Beaucoup d’enfants dyslexiques devront vivre avec le trouble et une lenteur de lecture qu’il faudra compenser à vie. Cependant l’école est aujourd’hui plus inclusive et sait accompagner. « Pour les enfants en grande difficulté, il existe les classes ULIS (1) qui vont du CP à la 3e ainsi qu’au baccalauréat professionnel. Et, au-delà, de nombreux BTS et études universitaires sont compatibles avec une dyslexie », rassure le Dr Joseph.

Une incidence sur la vie adulte

Souvent catégorisés mauvais élèves, beaucoup de dyslexiques ont mal vécu leur scolarité. Aucun lien n’est établi entre la dyslexie et l’intelligence, néanmoins, cela se traduit souvent par un manque de confiance en soi. Il faut faire en sorte de restaurer une certaine sérénité. Fort heureusement, cette population développe d’autres facultés, orales ou manuelles. « Ainsi qu’une vraie capacité à s’adapter et trouver des solutions, souligne le Dr Joseph. Qui peut être un véritable atout dans la vie ! » ♦

 

Bonus
  • La classification internationale des maladies. La CIM fournit un langage commun qui permet aux professionnels de santé de partager des informations standardisées à travers le monde. La onzième révision contient environ 17 000 codes uniques, plus de 120 000 termes codifiables et est désormais entièrement numérique.
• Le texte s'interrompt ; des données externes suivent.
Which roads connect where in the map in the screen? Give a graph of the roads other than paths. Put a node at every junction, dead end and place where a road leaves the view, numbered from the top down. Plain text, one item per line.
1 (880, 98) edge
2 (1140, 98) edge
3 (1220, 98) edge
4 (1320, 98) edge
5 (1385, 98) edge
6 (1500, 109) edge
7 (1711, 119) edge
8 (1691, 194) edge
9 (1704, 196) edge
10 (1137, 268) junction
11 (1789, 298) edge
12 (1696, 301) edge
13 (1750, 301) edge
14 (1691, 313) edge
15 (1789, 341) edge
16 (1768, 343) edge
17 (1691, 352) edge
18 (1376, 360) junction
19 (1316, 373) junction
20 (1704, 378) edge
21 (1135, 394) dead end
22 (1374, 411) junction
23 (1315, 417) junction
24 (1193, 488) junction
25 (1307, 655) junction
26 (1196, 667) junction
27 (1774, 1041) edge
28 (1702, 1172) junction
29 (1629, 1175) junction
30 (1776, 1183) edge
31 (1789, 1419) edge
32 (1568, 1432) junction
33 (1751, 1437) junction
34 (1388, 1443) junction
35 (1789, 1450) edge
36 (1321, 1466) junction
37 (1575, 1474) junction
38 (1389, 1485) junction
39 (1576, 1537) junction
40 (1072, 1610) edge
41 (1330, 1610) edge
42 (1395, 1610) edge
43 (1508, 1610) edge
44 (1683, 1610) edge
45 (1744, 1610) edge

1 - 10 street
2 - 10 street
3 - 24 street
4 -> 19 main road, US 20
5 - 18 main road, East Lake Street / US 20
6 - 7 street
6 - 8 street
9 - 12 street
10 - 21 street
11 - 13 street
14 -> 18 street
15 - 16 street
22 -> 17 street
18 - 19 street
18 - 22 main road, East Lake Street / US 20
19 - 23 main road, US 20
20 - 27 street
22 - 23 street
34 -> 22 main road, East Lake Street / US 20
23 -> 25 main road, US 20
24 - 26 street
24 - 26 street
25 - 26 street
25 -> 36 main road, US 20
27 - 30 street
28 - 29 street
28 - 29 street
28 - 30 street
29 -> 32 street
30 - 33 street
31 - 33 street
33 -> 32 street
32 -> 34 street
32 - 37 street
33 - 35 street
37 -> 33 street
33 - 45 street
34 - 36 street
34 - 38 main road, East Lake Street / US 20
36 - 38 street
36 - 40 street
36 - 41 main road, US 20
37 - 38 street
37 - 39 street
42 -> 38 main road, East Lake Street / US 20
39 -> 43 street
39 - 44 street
Le cadre de référence du diagnostic de « dyslexie/dysorthographie » est défini par des classifications internationales : la CIM 10 (Organisation Mondiale de la Santé, 2001) et le DSM-5 (American Psychiatric Association, 2013).

 

  • Occitadys. Cette association a pour objet d’ encadrer et soutenir les pratiques de tous les professionnels concernés par les troubles spécifiques du neurodéveloppement et des apprentissages en Occitanie. Cette région est pilote dans le « Parcours de santé TSLA » (Troubles Spécifiques du Langage et des Apprentissages)  destiné aux enfants de 6 à 15 ans.